Paylaş
Evet dijitalleştik, hem de çok hızlı dijitalleştik. Aylardır birçok ihtiyacımızı karşılayabilmek için, sosyal bir varlık olarak yaşamımızı sürdürebilmek için, moralimizi ve motivasyonumuzu yüksek tutabilmek için bunu yaptık. Belki de yıllarca sürebilecek dijital dönüşümü, pek çok alanda eşik üstüne eşik atlayarak çok kısa bir sürede gerçekleştirdik. İlk zamanlar marifet gibi de övündük bu durumla. Zaman geçtikte anladık ki bizi hayata bağlayan şey teknolojik aletlerimizin kabloları değilmiş, sosyal ağlar değilmiş, market alışverişimizi telefonda yapmamızı sağlayan uygulamalar değilmiş… Bizi hayata bağlayan, bir arada olabilmek, gönlümüzce eğlenebilmek, birbirimize gülümseyebilmekmiş.
Bu hafta sonu kar yağışı başladığında herkesin aklında tek bir soru vardı: “Acaba tutar mı?” O kadar merak ettik ki sık sık pencereden bakıp takip ettik, birbirimize sorduk, hava durumu haberlerine baktık. Ve evet sonunda tuttu! İstanbul’da ve birçok ilimizde, bu sabah uyanıp heyecanla pencereye koşanlar bembeyaz bir manzarayla karşılaştı. Peki sonra ne mi oldu; herkes markete gitmek üzere sıkı sıkı giyinip evden çıktı.
Özellikle de çocuklar! Tabii yolda birazcık da kar topu savaşları yapılmış olabilir. Uzun zaman sonra sokaklarda ilk defa çocukların cıvıltısını, şen kahkahalarını duyduk. Sadece çocukların mı? Haber klişeleri arasında yerini alan “karın keyfini yine çocuklar çıkardı” manşeti bu defa hepimiz için atılmalı; çünkü karın keyfini bu defa sokağa çıkma kısıtlamalarına rağmen hepimiz çıkardık. Sanki salgın bitmiş, dertlerimiz sona ermiş gibi bir süreliğine hepimiz evlerimizden dışarı çıktık ve kendimize beyaz bir sayfa açtık. İşte o beyaz sayfaya da not düşülen tüm hatıralar sosyal medyaya yansıdı. Karlı fotoğraflar içimizi ferahlattı.
Normalde bugün size, ülkemize temsilci atamayan sosyal medya şirketleri için 19 Ocak’ta açıklanması beklenen reklam yasaklarından bahsedecektim ama elim gitmedi açıkçası. İçimiz dışımız yasak oldu. Nasıl olsa birçok kaynaktan karşınıza çıkar haberler. Gelin bugün güzel şeyler konuşalım, güzel şeyler düşünelim, umut edelim, hep birlikte bembeyaz sayfalar açalım. İnanmak zorundayız; her şeyin eskisi gibi olacağına, hatta eskisinden de güzel olacağına inanmak zorundayız.
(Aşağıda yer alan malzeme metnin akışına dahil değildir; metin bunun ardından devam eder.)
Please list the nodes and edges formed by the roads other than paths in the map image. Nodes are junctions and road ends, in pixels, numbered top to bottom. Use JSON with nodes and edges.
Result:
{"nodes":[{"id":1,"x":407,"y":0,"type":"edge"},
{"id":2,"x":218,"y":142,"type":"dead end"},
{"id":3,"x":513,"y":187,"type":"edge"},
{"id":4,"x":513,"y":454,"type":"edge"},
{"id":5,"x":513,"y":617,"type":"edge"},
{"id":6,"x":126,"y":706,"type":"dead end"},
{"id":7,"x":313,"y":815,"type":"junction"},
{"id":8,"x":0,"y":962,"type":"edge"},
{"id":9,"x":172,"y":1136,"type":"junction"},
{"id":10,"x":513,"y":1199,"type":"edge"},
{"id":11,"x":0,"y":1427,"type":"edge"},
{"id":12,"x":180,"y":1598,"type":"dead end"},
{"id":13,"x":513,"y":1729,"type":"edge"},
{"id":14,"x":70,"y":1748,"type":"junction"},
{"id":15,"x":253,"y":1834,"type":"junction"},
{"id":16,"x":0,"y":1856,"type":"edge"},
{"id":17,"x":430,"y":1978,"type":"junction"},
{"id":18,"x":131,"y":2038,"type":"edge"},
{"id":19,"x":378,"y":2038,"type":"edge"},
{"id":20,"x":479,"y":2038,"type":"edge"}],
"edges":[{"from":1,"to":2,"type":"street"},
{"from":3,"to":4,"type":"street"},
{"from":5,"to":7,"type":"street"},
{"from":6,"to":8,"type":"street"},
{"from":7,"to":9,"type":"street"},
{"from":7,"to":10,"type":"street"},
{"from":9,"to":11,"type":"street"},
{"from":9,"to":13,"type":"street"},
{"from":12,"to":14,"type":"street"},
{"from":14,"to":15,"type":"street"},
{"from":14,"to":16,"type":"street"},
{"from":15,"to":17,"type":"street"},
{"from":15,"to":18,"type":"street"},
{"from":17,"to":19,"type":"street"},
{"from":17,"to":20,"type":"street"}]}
Özdemir Asaf’ın Umut Yaprakları gibi biz hep hazır olmalıyız.
“Öyle bir ilkyaz ol ki korkut yaprakları,
Öyle bir son yaz ol ki tut yaprakları,
Sararıp dökülürken güz rüzgârlarında,
Ardında savrulsunlar, unut yaprakları.
Sevinçlerinde onlar vardı, hüzünlerinde onlar,
Seninle yeşerdiler, seninle soldular...
Olsunlar senden sonra da umut yaprakları.”